とりあえず今年の全日本でどれだけやれるかみてみないことにら何とも言えないけど、全盛期の木村並みの活躍は全く想像できない。
候補者③ 石井優希
古賀、黒後ときてすっかり忘れ去られているのが石井優希。
年齢的にも1991年生まれ、今年で27歳と既にベテランの域にあり、木村沙織の後継者というには遅すぎる。
石井優希も古賀、黒後と同じ180cmなのだが、これまではどうもパッとしない成績だった。
2013年から全日本A代表として定着するも、サーブレシーブが不安定だったため使い勝手が悪く、同じ身長で若い古賀にスタメンを奪われることが多くなった。
ただ古賀が自爆した2016年には消去法のような形で全日本のスタメンに定着。
韓国戦では大きくサーブレシーブが乱れて戦犯扱いされはしたものの、全体を通して木村沙織より安定して得点を稼いだ。
2017年はいまいちパッとせず、シーズン途中でまさかの全日本落ちという憂き目を見たが、2017-18年シーズンのVリーグでその鬱憤を晴らす大活躍。
久光の優勝に大きく貢献し、MVPを獲得。
おまけに何と、苦手としていたサーブレシーブで大きな成長を見せてレシーブ賞を受賞したのである。
苦手としていたサーブレシーブを克服して大きく成長したのは木村沙織が辿った道と同じ(木村沙織の方がもっと早く成長したが)。

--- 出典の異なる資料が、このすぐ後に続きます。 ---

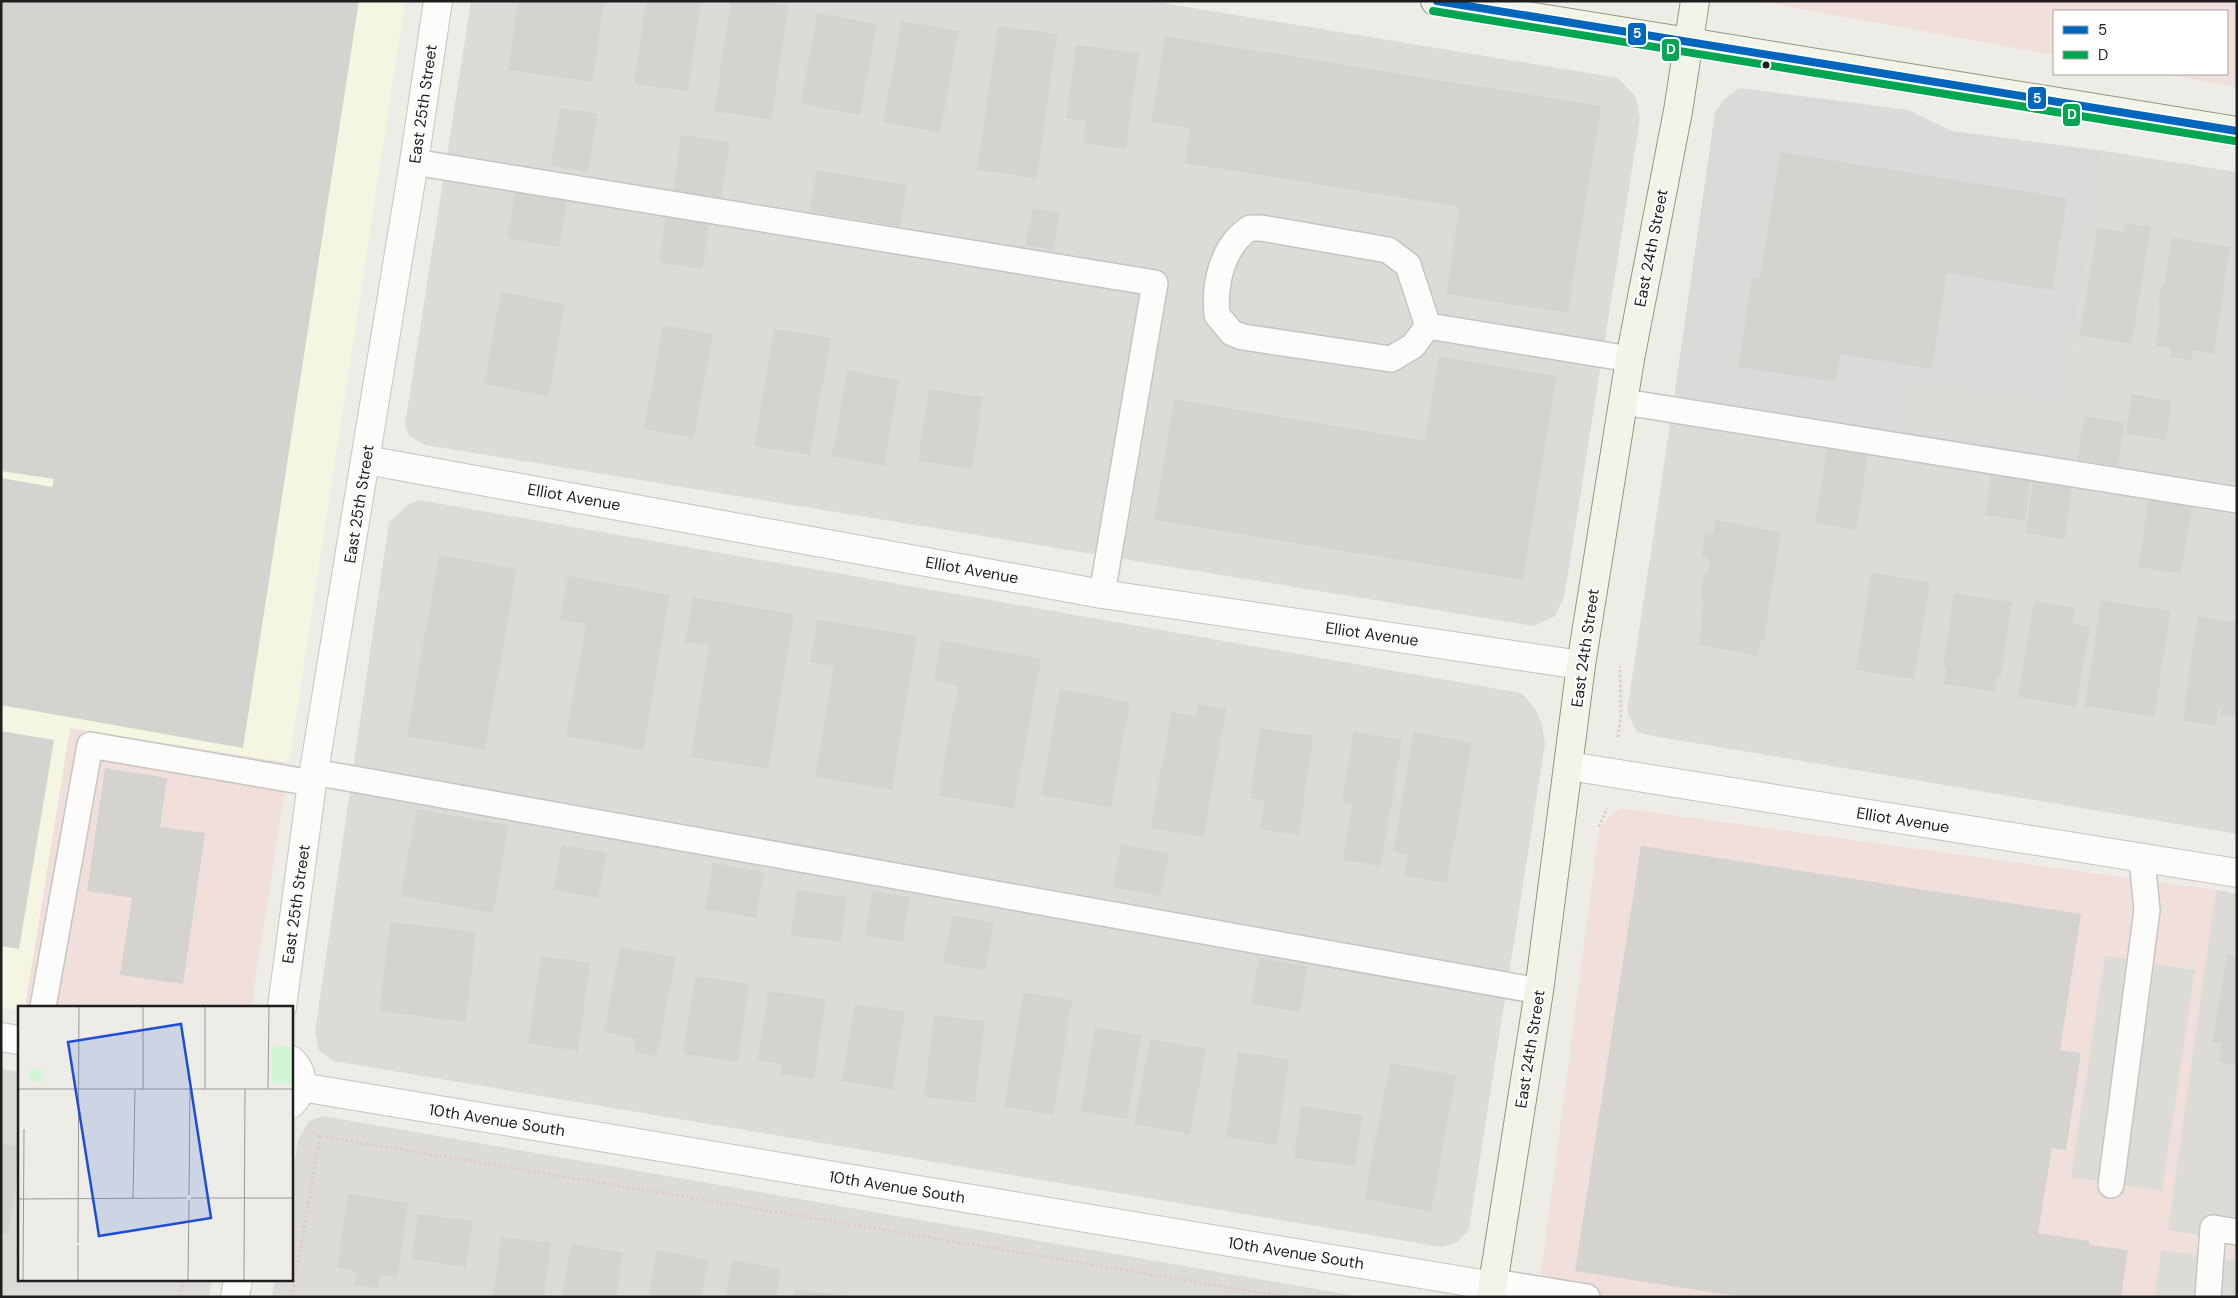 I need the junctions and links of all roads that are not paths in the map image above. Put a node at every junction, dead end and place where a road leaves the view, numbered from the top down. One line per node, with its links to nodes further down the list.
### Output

Vリーグ決勝の試合を見ていても高い打点からコースを見て打ち分けているし、レシーブも良く、完全に古賀と黒後より一歩先のステップへ進んだように感じられた。
思えばこの石井優希もずっと木村沙織が憧れと言い続けてきた選手だった。
中田久美に「もっと上を目指せ!」と言われてコスタグランデに憧れの選手を変えた時期もあるが、木村沙織に失礼だと思う。中田久美より木村沙織の方が選手としての格は上だし、実績を見ても全盛期の木村はコスタグランデより上の選手。
石井の髪型や仕草を見れば、いかに木村に憧れているかが分かる。
古賀や黒後と違い、オリンピックの厳しさを経験して一皮向けた石井優希が、案外1番木村沙織のいたポジションに近いのかもしれない。